▶ [Task prompt]
Please print the data shown below without any alteration.

▶ [Stored data entries]
┄┄┄┄┄┄

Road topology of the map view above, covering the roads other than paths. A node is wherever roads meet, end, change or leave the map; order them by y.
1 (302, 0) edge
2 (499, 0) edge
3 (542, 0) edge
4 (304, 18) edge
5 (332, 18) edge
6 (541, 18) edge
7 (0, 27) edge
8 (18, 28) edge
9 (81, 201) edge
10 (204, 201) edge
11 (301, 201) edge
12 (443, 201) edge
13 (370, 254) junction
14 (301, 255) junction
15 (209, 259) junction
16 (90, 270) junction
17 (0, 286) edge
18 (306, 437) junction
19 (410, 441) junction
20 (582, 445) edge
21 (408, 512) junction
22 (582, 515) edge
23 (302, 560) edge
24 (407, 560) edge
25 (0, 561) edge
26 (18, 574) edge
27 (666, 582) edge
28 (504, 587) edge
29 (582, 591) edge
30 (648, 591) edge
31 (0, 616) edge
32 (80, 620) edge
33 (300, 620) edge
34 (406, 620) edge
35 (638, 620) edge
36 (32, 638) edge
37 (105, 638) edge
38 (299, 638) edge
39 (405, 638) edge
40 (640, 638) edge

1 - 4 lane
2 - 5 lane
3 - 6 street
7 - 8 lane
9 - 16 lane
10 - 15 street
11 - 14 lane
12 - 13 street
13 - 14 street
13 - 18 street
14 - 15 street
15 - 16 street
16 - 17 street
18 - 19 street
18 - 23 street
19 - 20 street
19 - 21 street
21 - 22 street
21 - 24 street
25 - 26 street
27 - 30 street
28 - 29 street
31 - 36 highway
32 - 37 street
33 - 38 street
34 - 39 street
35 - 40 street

┄┄┄┄┄┄

▶ [Task response]
Road topology of the map view above, covering the roads other than paths. A node is wherever roads meet, end, change or leave the map; order them by y.
1 (302, 0) edge
2 (499, 0) edge
3 (542, 0) edge
4 (304, 18) edge
5 (332, 18) edge
6 (541, 18) edge
7 (0, 27) edge
8 (18, 28) edge
9 (81, 201) edge
10 (204, 201) edge
11 (301, 201) edge
12 (443, 201) edge
13 (370, 254) junction
14 (301, 255) junction
15 (209, 259) junction
16 (90, 270) junction
17 (0, 286) edge
18 (306, 437) junction
19 (410, 441) junction
20 (582, 445) edge
21 (408, 512) junction
22 (582, 515) edge
23 (302, 560) edge
24 (407, 560) edge
25 (0, 561) edge
26 (18, 574) edge
27 (666, 582) edge
28 (504, 587) edge
29 (582, 591) edge
30 (648, 591) edge
31 (0, 616) edge
32 (80, 620) edge
33 (300, 620) edge
34 (406, 620) edge
35 (638, 620) edge
36 (32, 638) edge
37 (105, 638) edge
38 (299, 638) edge
39 (405, 638) edge
40 (640, 638) edge

1 - 4 lane
2 - 5 lane
3 - 6 street
7 - 8 lane
9 - 16 lane
10 - 15 street
11 - 14 lane
12 - 13 street
13 - 14 street
13 - 18 street
14 - 15 street
15 - 16 street
16 - 17 street
18 - 19 street
18 - 23 street
19 - 20 street
19 - 21 street
21 - 22 street
21 - 24 street
25 - 26 street
27 - 30 street
28 - 29 street
31 - 36 highway
32 - 37 street
33 - 38 street
34 - 39 street
35 - 40 street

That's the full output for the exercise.